Mother is Watching — Ethics in the Age of Observation

Matthew Branch
Young Men's Nation
Published in
3 min readSep 1, 2018

A woman calls the police on a young girl selling water in front of her apartment complex. A national sitcom star blasts a racist tweet to her 880,000 followers. A group of prospective Harvard students share a collection of inappropriate memes in a group chat on Facebook. A man accosts a woman in a public park for wearing a Puerto Rican flag shirt as an officer looks on but doesn’t intervene.

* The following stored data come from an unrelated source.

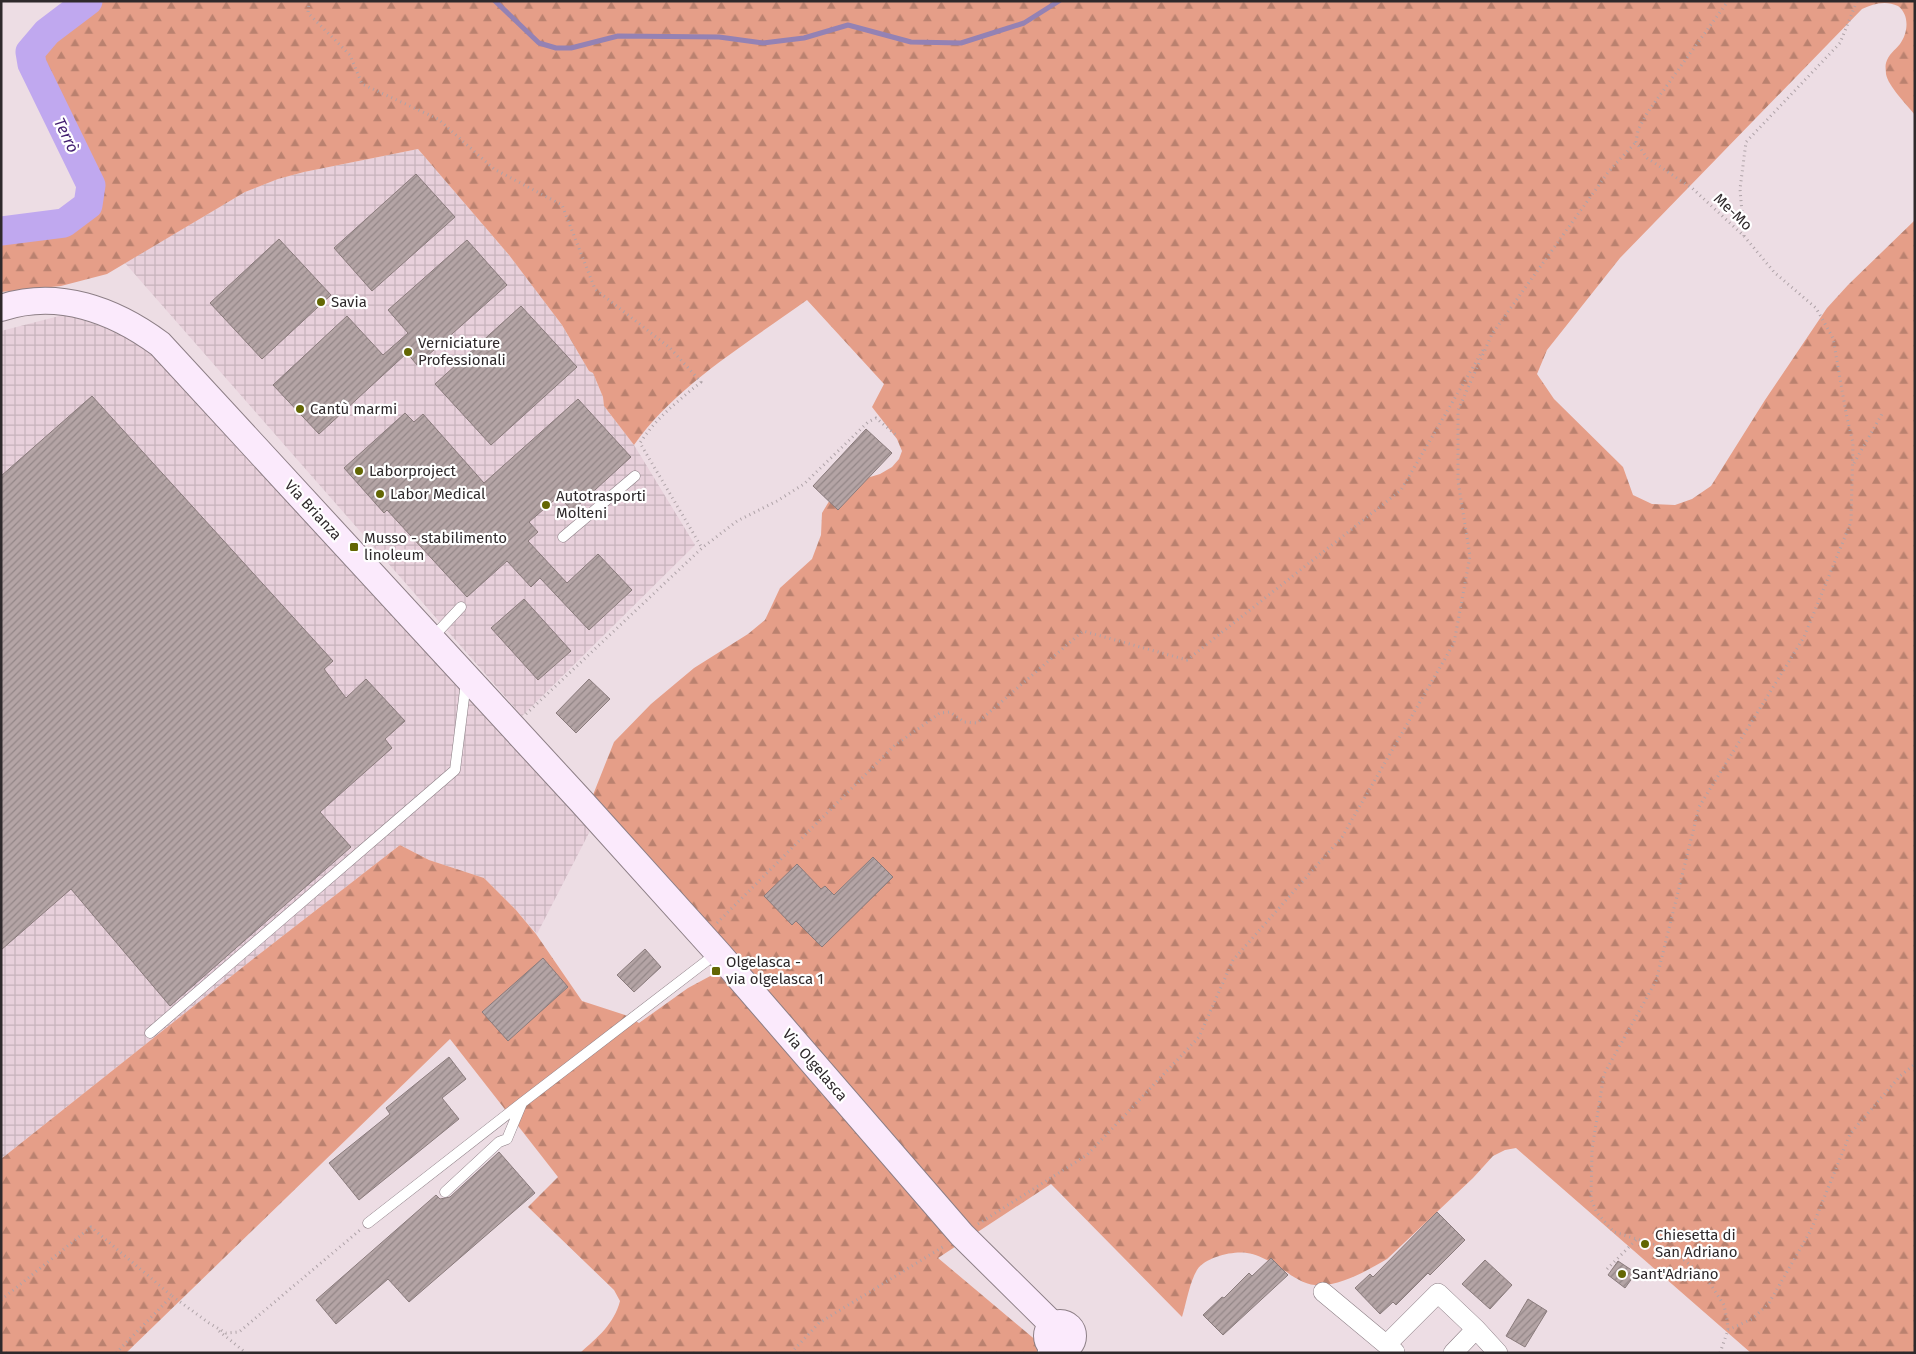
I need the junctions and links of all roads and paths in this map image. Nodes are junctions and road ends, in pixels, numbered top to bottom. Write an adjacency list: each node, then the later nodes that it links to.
1 (309, 1): 13 (path)
2 (1728, 1): 4 (path)
3 (1857, 1): 5 (path)
4 (1636, 142): 5 (path, Me-Mo); 7 (path)
5 (1744, 236): 10 (path, Me-Mo)
6 (1, 308): 15 (street, Via Brianza)
7 (1492, 334): 19 (path); 25 (path)
8 (1882, 414): 10 (path)
9 (896, 435): 13 (path)
10 (1854, 464): 26 (path, Me-Mo)
11 (636, 476): 12 (lane)
12 (563, 537)
13 (702, 548): 17 (path)
14 (461, 608): 15 (lane)
15 (432, 638): 16 (street, Via Brianza)
16 (467, 676): 17 (street, Via Brianza); 20 (lane)
17 (513, 727): 18 (street, Via Brianza)
18 (581, 801): 19 (street, Via Olgelasca)
19 (711, 945): 22 (lane); 25 (street, Via Olgelasca)
20 (150, 1033)
21 (1915, 1064): 33 (path)
22 (523, 1102): 23 (lane); 24 (lane)
23 (445, 1192)
24 (368, 1224): 31 (path)
25 (962, 1235): 34 (street, Via Olgelasca); 38 (path)
26 (1637, 1239): 27 (path); 33 (path, Me-Mo)
27 (1606, 1269)
28 (1323, 1292): 35 (street)
29 (172, 1296): 30 (path); 31 (path); 36 (path)
30 (1, 1300)
31 (208, 1323): 37 (path)
32 (1476, 1329): 35 (street); 39 (street); 40 (street)
33 (1728, 1330): 41 (path)
34 (1060, 1344)
35 (1392, 1348)
36 (116, 1353)
37 (246, 1353)
38 (791, 1353)
39 (1453, 1353)
40 (1498, 1353)
41 (1720, 1353)

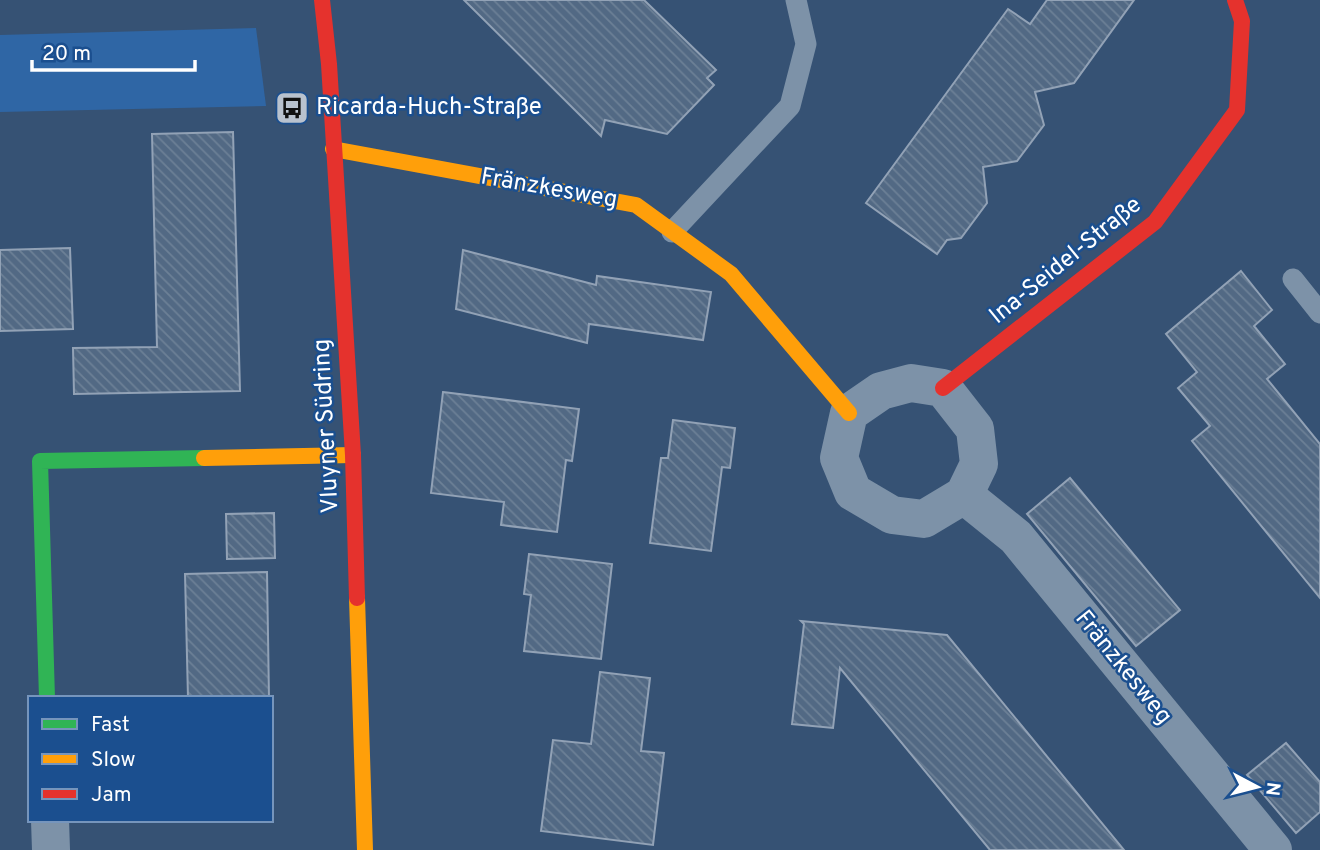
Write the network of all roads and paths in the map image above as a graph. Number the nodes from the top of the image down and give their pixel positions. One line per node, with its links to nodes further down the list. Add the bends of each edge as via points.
1 (322, 0): 4 (street, Vluyner Südring)
2 (796, 0): 5 (lane, via 806,44 790,106)
3 (1235, 0): 8 (street, Ina-Seidel-Straße, via 1242,21 1237,110 1155,222)
4 (333, 149): 5 (street, Fränzkesweg, via 636,205); 10 (street, Vluyner Südring)
5 (673, 232): 9 (street, Fränzkesweg, via 731,274)
6 (1293, 279): 7 (lane)
7 (1320, 313)
8 (943, 388): 9 (street, via 911,383 881,391); 11 (street, via 975,429 979,464)
9 (849, 413): 11 (street, via 839,458 853,492 892,515 924,519)
10 (352, 456): 12 (street, via 40,461); 15 (street, Vluyner Südring)
11 (964, 495): 16 (street, Fränzkesweg, via 1016,537)
12 (47, 696)
13 (50, 822): 14 (street)
14 (51, 850)
15 (365, 850)
16 (1273, 850)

Welcome to the age of observation. Where everything you say and do is being watched, scrutinized, and recorded to live forever on the internet. Many people see these stories and are instantly taken aback by the sheer repugnant ignorance, hate, and lack of judgement these people have so publicly demonstrated. And we should be. The reaction should be disgust. But there is another story here. These people are being caught and held accountable. And that is a glorious bit of progress that should be celebrated by social justice warriors everywhere.

Call me an optimist.

I grew up in a small town, the type of town where everyone knew everyone else. As a kid, whenever I stepped out of line, it seemed there was always an adult nearby to sternly demand “Would you be doing that if your mother was watching!?” Even though I now live halfway across the state from my mother, she is still watching. So is your mother. Thanks to smartphones and social media, everyone’s mother is watching! What a great world to live in.

The sense that some powerful moral authority is watching your every move is what helps most people remain ethical in their day to day interactions with others. Most of us (those who don’t still live with our mothers) call that moral authority our conscious. It is the Jiminy Cricket on our shoulder. This is not a new idea. Two hundred and fifty years ago the great thinker, Adam Smith, called this moral authority, the “impartial spectator.” He said, “We endeavor to examine our own conduct as we imagine any other fair and impartial spectator would examine it.” When faced with a difficult or potentially immoral decision, we have an imagined conversation with the impartial spectator. What would he think of us?

Not everyone, it would seem, has a functioning impartial spectator or moral conscious to keep them in check. Yet, society has developed to such a point that actual impartial spectators are on every street corner, with their fingers on the record button. The glory of this always on, social media centric, live streaming society we live in is that we are not short of impartial spectators.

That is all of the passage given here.